High yield production of Rhizobium NodB chitin deacetylase and its use for in vitro synthesis of lipo-chitinoligosaccharide precursors

Lipo-chitinoligosaccharides (LCOs) are key molecules for the establishment of plant-microorganisms symbiosis. Interactions of leguminous crops with nitrogen-fixing rhizobial bacteria involve Nod factors, while Myc-LCOs improve the association of most plants with arbuscular mycorrhizal fungi. Both Nod factors and Myc-LCOs are composed of a chitinoligosaccharide fatty acylated at the non-reducing end accompanied with various substituting groups. One straightforward way to access LCOs is starting from chitin hydrolysate, an abundant polysaccharide found in crustacean shells, followed by regioselective enzymatic cleavage of an acetyl group from the non-reducing end of chitin tetra- or pentaose, and subsequent chemical introduction of N-acyl group. In the present work, we describe the in vitro synthesis of LCO precursors on preparative scale. To this end, Sinorhizobium meliloti chitin deacetylase NodB was produced in high yield in E. coli as a thioredoxin fusion protein.

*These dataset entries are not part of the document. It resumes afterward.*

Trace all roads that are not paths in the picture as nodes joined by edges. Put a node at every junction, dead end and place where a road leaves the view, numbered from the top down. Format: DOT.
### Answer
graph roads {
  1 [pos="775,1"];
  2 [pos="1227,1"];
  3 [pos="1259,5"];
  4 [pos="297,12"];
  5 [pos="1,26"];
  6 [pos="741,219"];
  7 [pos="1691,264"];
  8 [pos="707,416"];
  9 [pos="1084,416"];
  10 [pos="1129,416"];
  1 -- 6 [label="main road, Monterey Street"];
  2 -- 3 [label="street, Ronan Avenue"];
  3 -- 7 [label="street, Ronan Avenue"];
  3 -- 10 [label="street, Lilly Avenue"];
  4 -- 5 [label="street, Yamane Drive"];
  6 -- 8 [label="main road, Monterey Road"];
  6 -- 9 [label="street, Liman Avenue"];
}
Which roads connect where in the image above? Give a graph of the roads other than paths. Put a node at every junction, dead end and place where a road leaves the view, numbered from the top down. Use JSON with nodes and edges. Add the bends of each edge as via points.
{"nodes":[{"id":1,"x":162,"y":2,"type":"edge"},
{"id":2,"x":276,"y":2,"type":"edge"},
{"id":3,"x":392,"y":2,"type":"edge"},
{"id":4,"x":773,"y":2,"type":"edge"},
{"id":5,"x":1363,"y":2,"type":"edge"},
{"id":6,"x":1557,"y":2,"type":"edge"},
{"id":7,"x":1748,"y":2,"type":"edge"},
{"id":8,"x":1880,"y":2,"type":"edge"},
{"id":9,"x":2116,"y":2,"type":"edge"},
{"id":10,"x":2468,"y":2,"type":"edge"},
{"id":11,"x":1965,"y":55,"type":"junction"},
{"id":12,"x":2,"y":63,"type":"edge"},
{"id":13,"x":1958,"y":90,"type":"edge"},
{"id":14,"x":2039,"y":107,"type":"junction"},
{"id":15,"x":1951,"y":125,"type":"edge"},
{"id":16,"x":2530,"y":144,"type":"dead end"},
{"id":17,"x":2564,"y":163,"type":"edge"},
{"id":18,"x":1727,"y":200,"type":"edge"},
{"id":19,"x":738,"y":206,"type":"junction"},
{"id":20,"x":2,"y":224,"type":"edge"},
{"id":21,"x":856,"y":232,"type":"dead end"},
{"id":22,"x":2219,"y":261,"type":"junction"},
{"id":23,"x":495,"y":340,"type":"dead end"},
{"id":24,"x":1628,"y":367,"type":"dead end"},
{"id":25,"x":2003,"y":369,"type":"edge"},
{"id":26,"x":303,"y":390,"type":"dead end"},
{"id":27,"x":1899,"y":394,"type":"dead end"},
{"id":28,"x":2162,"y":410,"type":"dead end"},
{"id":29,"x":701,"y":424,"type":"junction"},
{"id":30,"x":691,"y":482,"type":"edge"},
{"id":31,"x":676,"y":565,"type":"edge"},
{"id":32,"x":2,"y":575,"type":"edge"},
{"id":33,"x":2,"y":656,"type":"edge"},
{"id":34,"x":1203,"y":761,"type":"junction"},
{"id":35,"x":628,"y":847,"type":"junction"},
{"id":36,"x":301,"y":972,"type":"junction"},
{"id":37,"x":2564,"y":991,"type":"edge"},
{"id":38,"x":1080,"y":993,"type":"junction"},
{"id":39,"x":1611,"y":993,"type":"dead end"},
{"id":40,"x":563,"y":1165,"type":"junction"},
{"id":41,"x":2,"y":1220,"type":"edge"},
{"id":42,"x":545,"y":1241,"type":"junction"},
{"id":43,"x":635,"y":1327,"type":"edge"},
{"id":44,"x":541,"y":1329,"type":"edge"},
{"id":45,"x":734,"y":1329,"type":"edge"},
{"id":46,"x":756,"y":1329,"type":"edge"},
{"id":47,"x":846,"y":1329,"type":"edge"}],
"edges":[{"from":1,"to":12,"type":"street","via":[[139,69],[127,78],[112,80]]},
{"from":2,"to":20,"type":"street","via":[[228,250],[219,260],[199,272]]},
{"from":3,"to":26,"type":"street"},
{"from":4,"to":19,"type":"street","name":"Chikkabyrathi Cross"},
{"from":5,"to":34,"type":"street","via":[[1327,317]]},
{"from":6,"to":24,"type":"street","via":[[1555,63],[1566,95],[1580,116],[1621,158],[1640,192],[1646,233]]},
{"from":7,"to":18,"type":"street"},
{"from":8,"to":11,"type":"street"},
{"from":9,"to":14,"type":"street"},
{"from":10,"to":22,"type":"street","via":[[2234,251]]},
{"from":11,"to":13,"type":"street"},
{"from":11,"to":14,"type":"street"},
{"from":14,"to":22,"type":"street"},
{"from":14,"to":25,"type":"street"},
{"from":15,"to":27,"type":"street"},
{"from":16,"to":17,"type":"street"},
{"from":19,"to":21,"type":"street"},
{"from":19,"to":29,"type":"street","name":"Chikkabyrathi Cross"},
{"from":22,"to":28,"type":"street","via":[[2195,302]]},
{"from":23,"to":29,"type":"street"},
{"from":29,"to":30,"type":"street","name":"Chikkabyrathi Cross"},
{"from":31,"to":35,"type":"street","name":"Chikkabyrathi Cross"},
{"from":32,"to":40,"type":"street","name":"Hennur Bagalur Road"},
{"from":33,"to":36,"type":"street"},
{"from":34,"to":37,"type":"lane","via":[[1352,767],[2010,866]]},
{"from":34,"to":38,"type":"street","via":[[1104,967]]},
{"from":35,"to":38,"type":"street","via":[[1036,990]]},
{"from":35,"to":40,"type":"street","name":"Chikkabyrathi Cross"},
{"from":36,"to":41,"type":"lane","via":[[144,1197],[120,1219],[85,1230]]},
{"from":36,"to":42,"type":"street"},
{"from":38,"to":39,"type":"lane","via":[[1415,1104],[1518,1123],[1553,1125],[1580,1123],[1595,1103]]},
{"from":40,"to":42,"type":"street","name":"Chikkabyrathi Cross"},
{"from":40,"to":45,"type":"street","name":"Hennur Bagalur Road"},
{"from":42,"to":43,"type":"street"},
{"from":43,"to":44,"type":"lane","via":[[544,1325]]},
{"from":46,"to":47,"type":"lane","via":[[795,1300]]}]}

The recombinant enzyme was expressed in soluble and catalytically active form and used as an efficient biocatalyst for N-deacetylation of chitin tetra- and pentaose. [Display omitted] •Rhizobium NodB deacetylase is expressed and purified in active form in E. coli.•Yield optimization gives up to 100 mg of purified deacetylase from 1 L of culture medium.•In vitro synthesis of lipo-chitinoligosaccharides precursors is performed on preparative scale.